Lately, Google has been focusing on the integration of Artificial Intelligence into its products, and the recent introduction of Translatotron is an example of it. It is an end-to-end and speech to speech translation model built by Google AI engineers.

Translatotron is capable of translating from one language to another through its single sequence to sequence AI model. The translation model magnificently translated two datasets from Spanish to English during its demonstration.

There are three components of this speech to speech translation system:

  1. Speech Recognition: the speech can be converted into text form.
  2. Machine Translation: already converted text can then be translated into another language.
  3. Text-to-Speech Synthesis (TTS): the text that is translated can be converted into targeted language’s speech.

These systems are driven by many other speech-to-speech translation services like Google Translate.

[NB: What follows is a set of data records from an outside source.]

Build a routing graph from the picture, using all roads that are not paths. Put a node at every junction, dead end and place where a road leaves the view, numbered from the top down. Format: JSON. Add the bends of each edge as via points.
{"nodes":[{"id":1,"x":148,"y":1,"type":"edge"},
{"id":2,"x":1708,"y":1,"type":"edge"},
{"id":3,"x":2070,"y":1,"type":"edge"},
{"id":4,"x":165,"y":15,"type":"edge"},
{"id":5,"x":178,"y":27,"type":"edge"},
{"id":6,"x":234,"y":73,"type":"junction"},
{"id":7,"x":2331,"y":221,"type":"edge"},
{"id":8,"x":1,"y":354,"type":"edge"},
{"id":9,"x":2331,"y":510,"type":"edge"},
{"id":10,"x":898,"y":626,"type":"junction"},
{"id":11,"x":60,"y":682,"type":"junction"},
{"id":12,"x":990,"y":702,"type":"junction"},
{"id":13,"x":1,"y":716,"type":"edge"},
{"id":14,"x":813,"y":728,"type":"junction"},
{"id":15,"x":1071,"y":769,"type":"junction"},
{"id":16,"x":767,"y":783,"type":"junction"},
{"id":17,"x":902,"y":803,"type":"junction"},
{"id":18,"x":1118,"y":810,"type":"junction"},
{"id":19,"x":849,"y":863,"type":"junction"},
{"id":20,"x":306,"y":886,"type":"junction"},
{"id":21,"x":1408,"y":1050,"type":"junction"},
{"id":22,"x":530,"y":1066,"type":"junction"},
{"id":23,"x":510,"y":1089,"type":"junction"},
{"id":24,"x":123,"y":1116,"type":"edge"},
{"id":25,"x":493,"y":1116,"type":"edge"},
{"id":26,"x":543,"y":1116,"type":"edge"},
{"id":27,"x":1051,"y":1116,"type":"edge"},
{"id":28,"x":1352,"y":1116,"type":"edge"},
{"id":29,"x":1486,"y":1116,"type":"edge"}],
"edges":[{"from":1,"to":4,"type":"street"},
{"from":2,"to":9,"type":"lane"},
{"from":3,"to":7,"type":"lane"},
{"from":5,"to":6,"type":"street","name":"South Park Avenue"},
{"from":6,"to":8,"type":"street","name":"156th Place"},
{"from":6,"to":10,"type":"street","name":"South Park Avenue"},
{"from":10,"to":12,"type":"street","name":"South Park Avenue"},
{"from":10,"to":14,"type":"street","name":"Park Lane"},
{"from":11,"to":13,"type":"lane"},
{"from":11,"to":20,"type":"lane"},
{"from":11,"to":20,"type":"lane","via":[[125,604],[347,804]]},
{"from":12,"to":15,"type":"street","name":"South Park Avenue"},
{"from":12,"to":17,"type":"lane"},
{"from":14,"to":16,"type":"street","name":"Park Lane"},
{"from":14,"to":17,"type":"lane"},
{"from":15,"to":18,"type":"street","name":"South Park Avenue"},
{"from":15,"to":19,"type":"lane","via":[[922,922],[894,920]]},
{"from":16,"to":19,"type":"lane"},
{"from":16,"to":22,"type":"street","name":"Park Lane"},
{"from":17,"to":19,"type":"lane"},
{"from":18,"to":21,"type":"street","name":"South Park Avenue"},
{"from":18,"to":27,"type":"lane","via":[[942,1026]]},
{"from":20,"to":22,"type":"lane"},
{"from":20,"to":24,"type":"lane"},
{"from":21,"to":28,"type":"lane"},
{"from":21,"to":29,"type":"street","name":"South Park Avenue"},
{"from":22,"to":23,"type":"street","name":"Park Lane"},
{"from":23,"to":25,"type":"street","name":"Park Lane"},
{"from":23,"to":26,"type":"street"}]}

In 2016, researchers for the first time presented the idea of practically developing a single sequence-to-sequence model which is capable of speech to text translation. This further led to an idea of building an end-to-end speech translation model. And finally, after three years, Google engineers introduced Translatotron.

By 2017, Google proved that such models can overtake the typical cascade models. Recently, there have been several new proposals aiming to improve the end to end speech to text translation models.

Translatotron, like cascaded system, does not require intermediate text representation in any of the languages. Source spectrograms are taken as input in its sequence-to-sequence network to generate the spectrogram of targeted language’s text.

This new sequence-to-sequence translation model is based on two different trained components:

  • Neural Vocoder: output spectrogram is changed into time-domain waveforms.
  • Speaker Encoder: the source speaker’s voice is kept in synthesized translated speech.

The quality of Translatotron was authorized by Google AI engineers using BLEU (Bilingual Evaluation Understudy) score. Results could have been lower than the typical cascade system but the team was able to show the effectiveness of end-to-end direct speech-to-speech translation.

The characteristics of real vocals are kept by the Translatotron with the addition of a speaker encoder network that makes speech sound as natural as possible. It is the first end to end model that is capable of directly translating from one language to another by keeping the original vocal sound. Engineers are taking it as an initial step towards future innovations on end-to-end speech-to-speech translation system.